Un mois et demi avant les élections, je me suis rendu à Culiacán pour interviewer les deux candidats : Rubén Rocha Moya de Morena et Mario Zamora de l'alliance de l'opposition. Je leur ai posé la même question : peut-on gouverner Sinaloa sans passer des accords avec les trafiquants de drogue ? Leurs réponses étaient diamétralement opposées.
Rubén Rocha, membre de Morena, m’a dit que « nous devons trouver un moyen de nous coordonner (avec les trafiquants de drogue) ». Mario Zamora, membre du PRI, s’est exclamé avec insistance : « Bien sûr ! (qu'on peut gouverner sans passer par des accords avec les trafiquants de drogue).
Rocha a battu Zamora par une écrasante majorité : 57 % contre. 32%. L’opposition a dénoncé à l’OEA que le cartel de Sinaloa avait kidnappé des dizaines de coordinateurs électoraux et perdu ainsi la capacité de superviser les bureaux de vote.

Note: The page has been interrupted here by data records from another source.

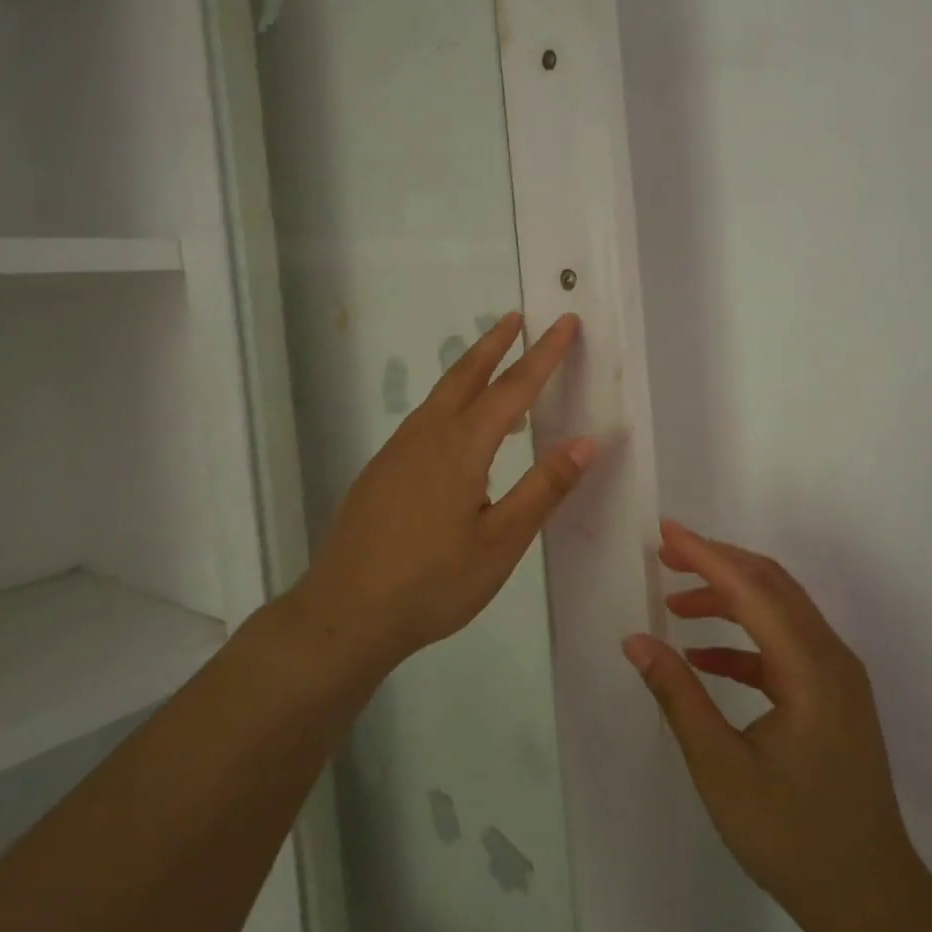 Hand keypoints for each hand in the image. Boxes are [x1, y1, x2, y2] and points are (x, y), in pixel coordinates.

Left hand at [302, 312, 593, 665]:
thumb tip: (587, 442)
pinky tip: (459, 433)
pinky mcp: (381, 471)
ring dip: (471, 371)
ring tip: (497, 367)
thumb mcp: (501, 542)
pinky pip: (425, 420)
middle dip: (495, 343)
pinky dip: (451, 404)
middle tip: (517, 318)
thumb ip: (543, 488)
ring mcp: (397, 451)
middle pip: (466, 374)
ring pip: (440, 395)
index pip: (513, 388)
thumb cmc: (432, 582)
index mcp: (461, 447)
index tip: (564, 321)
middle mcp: (427, 435)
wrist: (344, 613)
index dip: (544, 354)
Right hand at [625, 521, 925, 931]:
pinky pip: (785, 646)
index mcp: (811, 668)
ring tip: (675, 603)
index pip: (752, 589)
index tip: (664, 532)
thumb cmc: (793, 838)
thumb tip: (635, 641)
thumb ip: (679, 696)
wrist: (873, 903)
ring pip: (779, 611)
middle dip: (717, 563)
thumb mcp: (721, 769)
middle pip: (771, 585)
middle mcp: (831, 658)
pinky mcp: (833, 696)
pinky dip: (743, 639)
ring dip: (728, 598)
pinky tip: (704, 656)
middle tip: (666, 554)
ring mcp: (837, 676)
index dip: (705, 556) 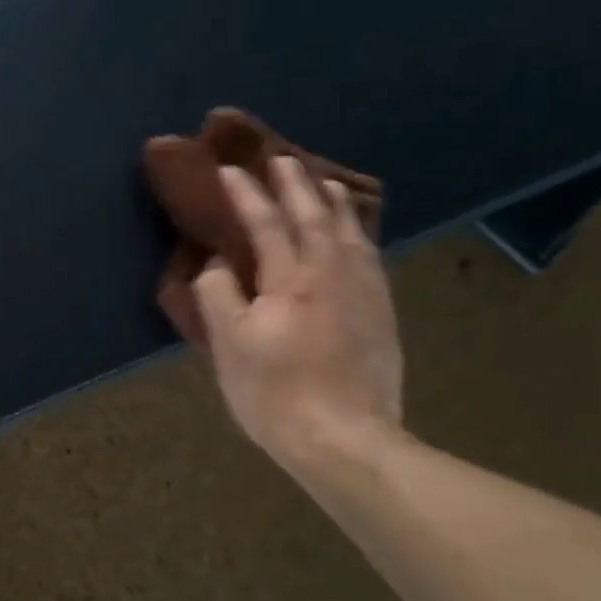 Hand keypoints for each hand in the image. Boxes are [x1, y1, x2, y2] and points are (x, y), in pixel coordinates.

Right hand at [193, 156, 403, 472]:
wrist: (346, 440)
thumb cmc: (276, 393)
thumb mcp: (230, 346)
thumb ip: (219, 295)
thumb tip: (217, 263)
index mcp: (290, 281)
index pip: (265, 224)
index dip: (246, 195)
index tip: (229, 170)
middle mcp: (332, 274)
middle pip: (314, 217)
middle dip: (295, 185)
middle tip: (282, 159)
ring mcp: (364, 292)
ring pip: (350, 232)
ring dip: (333, 202)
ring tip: (324, 182)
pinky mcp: (382, 312)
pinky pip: (370, 255)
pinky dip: (357, 232)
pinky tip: (353, 233) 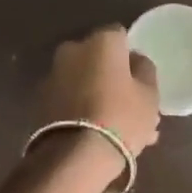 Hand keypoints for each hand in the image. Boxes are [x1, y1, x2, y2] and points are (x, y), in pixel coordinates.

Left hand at [38, 26, 160, 174]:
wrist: (76, 156)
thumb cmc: (122, 116)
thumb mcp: (149, 94)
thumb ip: (145, 70)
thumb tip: (135, 60)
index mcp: (101, 42)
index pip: (121, 36)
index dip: (131, 55)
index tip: (140, 76)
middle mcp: (73, 50)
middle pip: (100, 60)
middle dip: (114, 78)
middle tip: (131, 104)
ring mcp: (53, 76)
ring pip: (85, 82)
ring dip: (100, 96)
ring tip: (119, 128)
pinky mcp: (42, 102)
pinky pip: (72, 99)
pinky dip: (84, 109)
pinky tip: (100, 133) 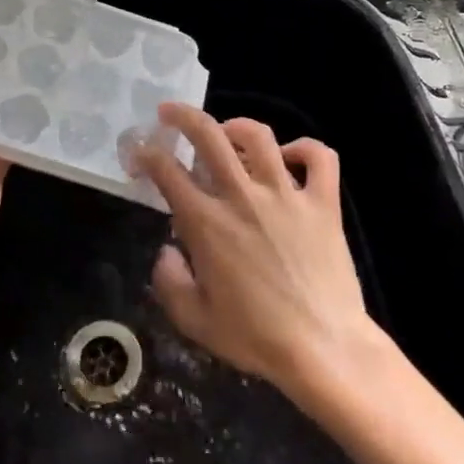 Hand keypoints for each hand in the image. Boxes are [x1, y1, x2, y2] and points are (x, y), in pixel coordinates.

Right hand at [130, 104, 376, 393]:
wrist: (324, 350)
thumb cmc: (256, 338)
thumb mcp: (195, 321)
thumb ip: (169, 281)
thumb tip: (168, 251)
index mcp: (207, 223)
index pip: (166, 170)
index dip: (145, 154)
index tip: (138, 153)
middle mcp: (243, 197)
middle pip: (208, 135)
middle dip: (182, 116)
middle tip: (170, 113)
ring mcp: (287, 195)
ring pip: (260, 136)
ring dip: (237, 126)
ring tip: (228, 132)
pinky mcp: (323, 203)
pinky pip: (319, 158)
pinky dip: (305, 149)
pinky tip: (290, 158) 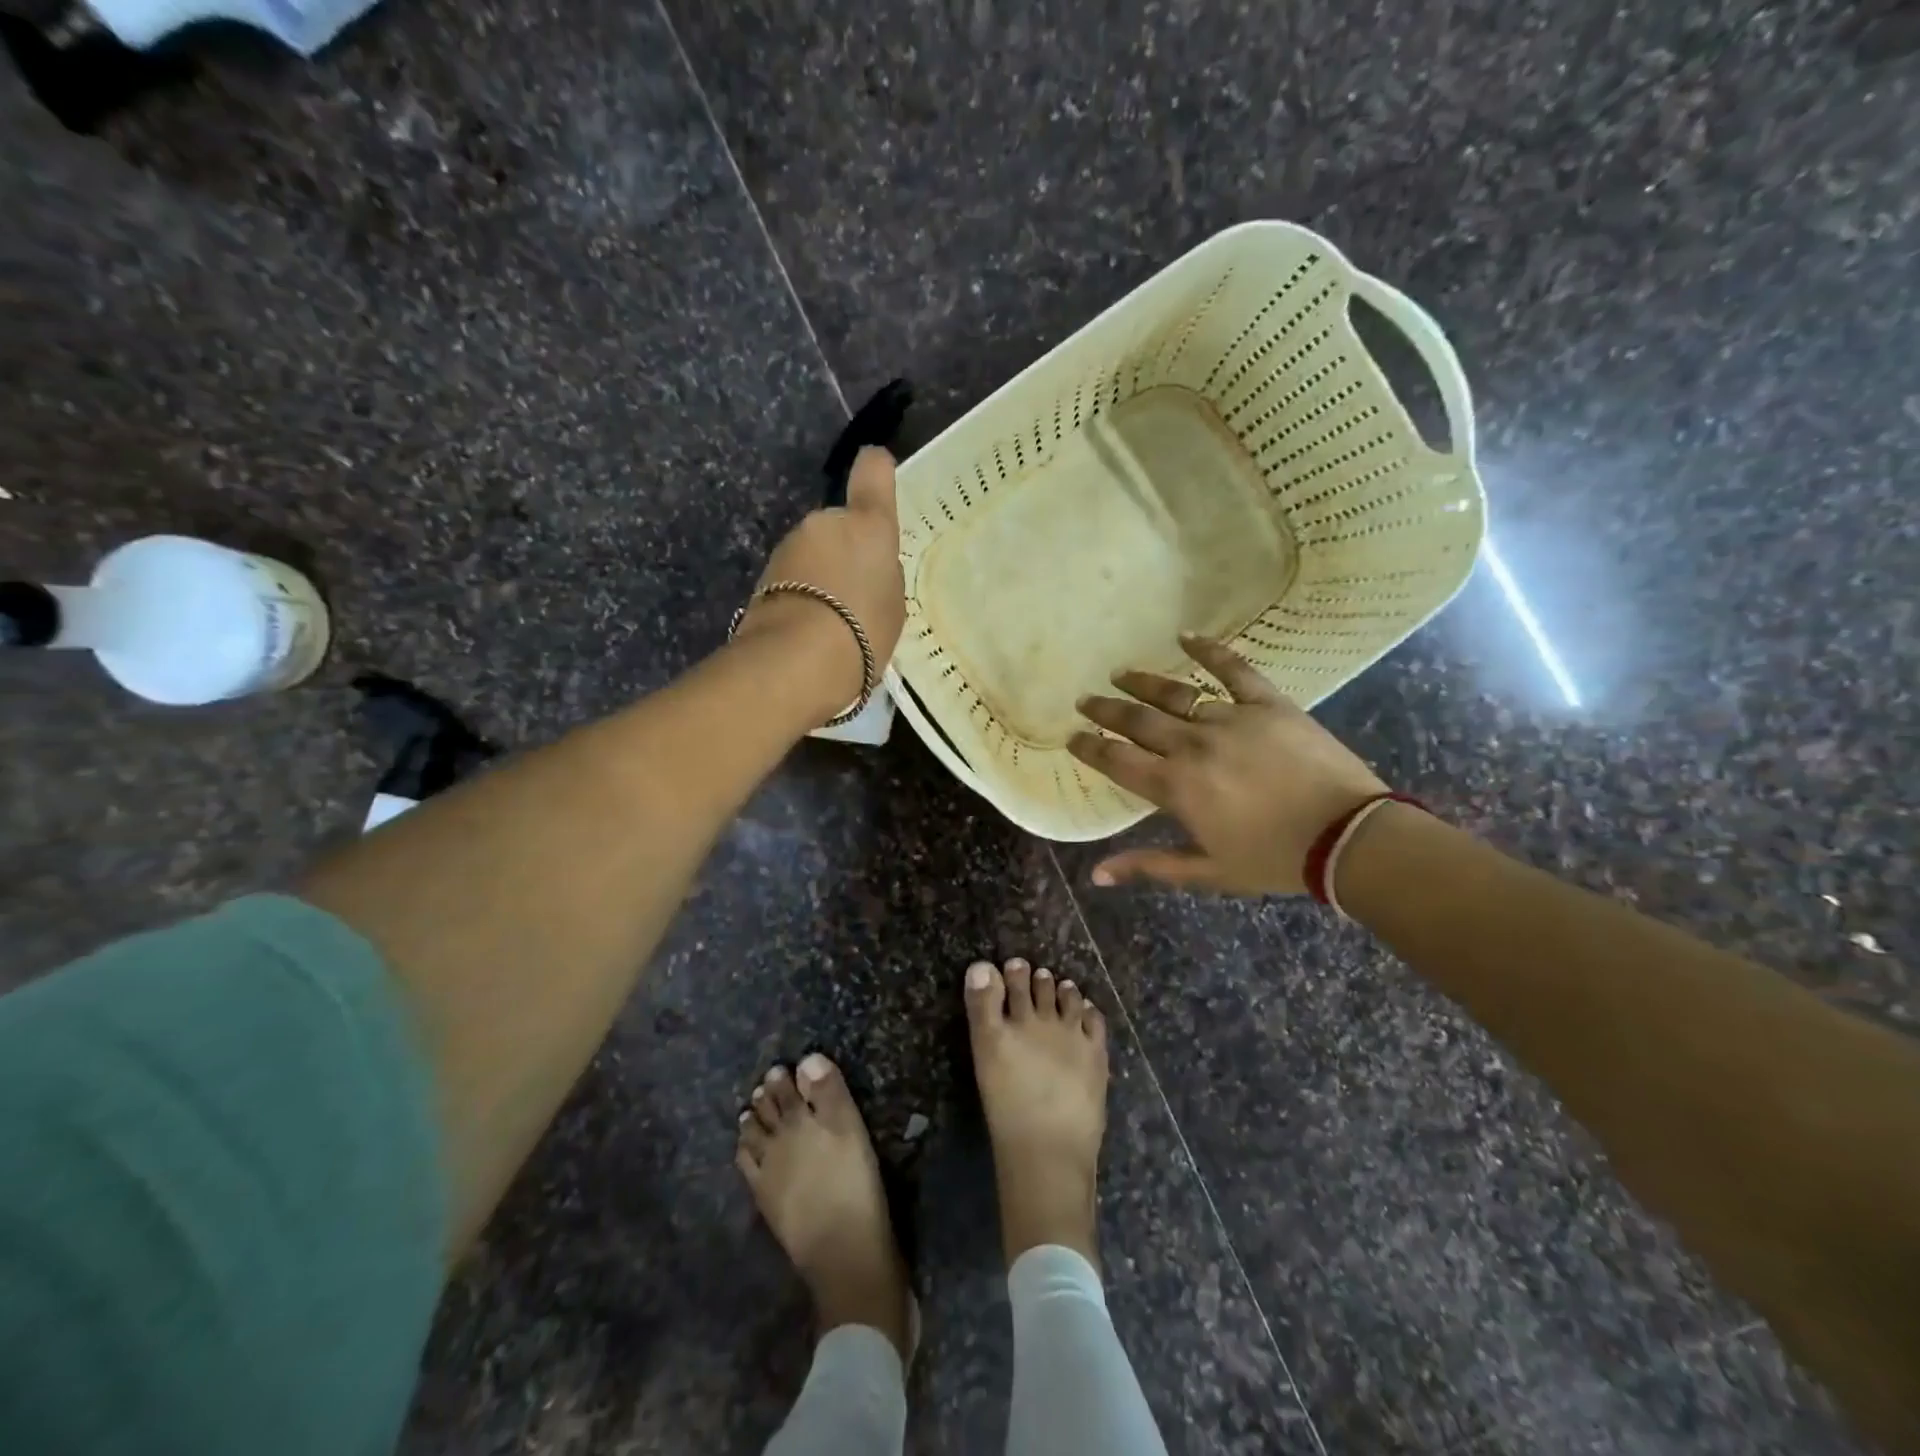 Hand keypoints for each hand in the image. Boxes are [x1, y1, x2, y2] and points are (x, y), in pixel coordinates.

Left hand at [735, 446, 905, 718]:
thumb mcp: (893, 604)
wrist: (797, 661)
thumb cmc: (863, 628)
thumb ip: (882, 575)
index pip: (873, 471)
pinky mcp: (763, 577)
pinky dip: (804, 596)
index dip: (876, 470)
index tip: (879, 472)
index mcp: (867, 524)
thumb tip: (864, 567)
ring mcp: (788, 548)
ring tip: (837, 622)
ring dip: (823, 577)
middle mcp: (824, 523)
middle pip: (840, 526)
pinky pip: (795, 580)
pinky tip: (813, 631)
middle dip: (846, 551)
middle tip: (860, 595)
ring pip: (813, 554)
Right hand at [1068, 637, 1388, 894]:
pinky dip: (1208, 650)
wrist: (1347, 837)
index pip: (1118, 760)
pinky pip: (1233, 669)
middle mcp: (1193, 745)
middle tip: (1085, 700)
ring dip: (1142, 683)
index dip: (1090, 747)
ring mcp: (1230, 719)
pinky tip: (1185, 636)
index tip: (1072, 736)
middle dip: (1105, 710)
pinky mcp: (1267, 704)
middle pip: (1137, 720)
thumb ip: (1149, 866)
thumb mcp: (1208, 872)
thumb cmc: (1273, 859)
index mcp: (1176, 786)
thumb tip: (1097, 874)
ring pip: (1176, 693)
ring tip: (1119, 674) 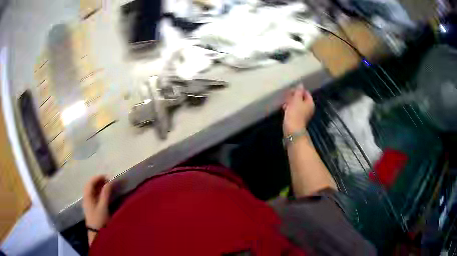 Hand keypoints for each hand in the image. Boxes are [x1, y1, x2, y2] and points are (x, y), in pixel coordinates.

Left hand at [83, 175, 112, 243]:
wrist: (96, 233)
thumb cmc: (99, 219)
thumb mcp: (103, 206)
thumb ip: (105, 194)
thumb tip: (109, 182)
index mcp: (87, 196)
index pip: (90, 183)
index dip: (98, 178)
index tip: (106, 176)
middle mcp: (86, 197)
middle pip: (90, 186)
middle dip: (98, 181)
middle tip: (107, 180)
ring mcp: (88, 202)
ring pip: (92, 190)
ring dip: (98, 186)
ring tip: (107, 185)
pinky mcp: (91, 207)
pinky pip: (94, 195)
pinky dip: (99, 192)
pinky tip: (104, 194)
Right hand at [283, 86, 314, 135]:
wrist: (292, 130)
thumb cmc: (295, 113)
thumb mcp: (296, 100)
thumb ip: (298, 91)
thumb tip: (300, 84)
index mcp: (310, 103)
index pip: (306, 93)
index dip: (298, 90)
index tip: (290, 90)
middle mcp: (308, 108)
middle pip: (302, 99)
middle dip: (294, 96)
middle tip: (286, 96)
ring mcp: (303, 114)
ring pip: (297, 104)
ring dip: (291, 102)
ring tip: (284, 102)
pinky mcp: (297, 118)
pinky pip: (294, 110)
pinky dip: (290, 108)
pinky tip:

Il serait erroné de conclure que c’est la proposition de sécurité qui a fait basculer l’élection. Ce que montrent les sondages, c'est que les électeurs de tout le pays ont récompensé Morena pour ses programmes sociaux, ses augmentations de salaire et l'impulsion électorale associée à la figure du président de l'époque, López Obrador.
Ces mêmes sondages indiquent que pour l’électeur mexicain – et pas seulement à Sinaloa – la sécurité n’est plus un facteur de différenciation entre les partis et les candidats : puisque personne n’a pu la résoudre, personne ne la résoudra. Ils décident donc pour qui voter pour d’autres raisons.
Je vais plus loin : dans une grande partie du pays s’est répandue la croyance que la seule paix possible est la pax narca ; C'est-à-dire que le gouvernement négocie avec les organisations criminelles pour qu'un cartel règne sur un certain territoire et qu'il n'y ait alors pas de violence dans les luttes pour le contrôle de cette place.
Le cas de Sinaloa est l’exemple parfait que cela ne fonctionne pas. Lorsque l’État abandonne le pouvoir, il perd le contrôle. Il ne commande pas. Ne gouverne pas. Et c'est à la merci de ce que décide le cartel. Le candidat Rubén Rocha a déclaré sans équivoque qu'il allait se coordonner avec les trafiquants de drogue. Personne n’a été scandalisé à Sinaloa. Aujourd’hui, nous savons qu’il a rencontré les principaux patrons pendant la campagne. Personne n’est choqué. Le gouverneur Rocha n’a pas laissé Sinaloa devenir incontrôlable. Parce qu’il n’a jamais eu le contrôle. Le cartel de Sinaloa a toujours eu le contrôle. Et lorsque le cartel s'est effondré et a perdu le contrôle, le chaos de violence qui dure depuis six mois a éclaté.
Dans son discours de clôture de campagne, le candidat de l’opposition Zamora a averti Sinaloa qu’il y avait deux voies sur le bulletin de vote : « l’une est comme la nuit, sombre, perverse ». Les sages ont choisi. Nous le voyons.
MORBIDES SATISFAISANTS
Et si Rocha tombe, il faudra voir si le nouveau venu ne se révèle pas avoir encore plus de liens. À Sinaloa, tout le monde sait qui il est, tout le monde sait quelle influence il a au sein du gouvernement et tout le monde sait avec qui il s’associe.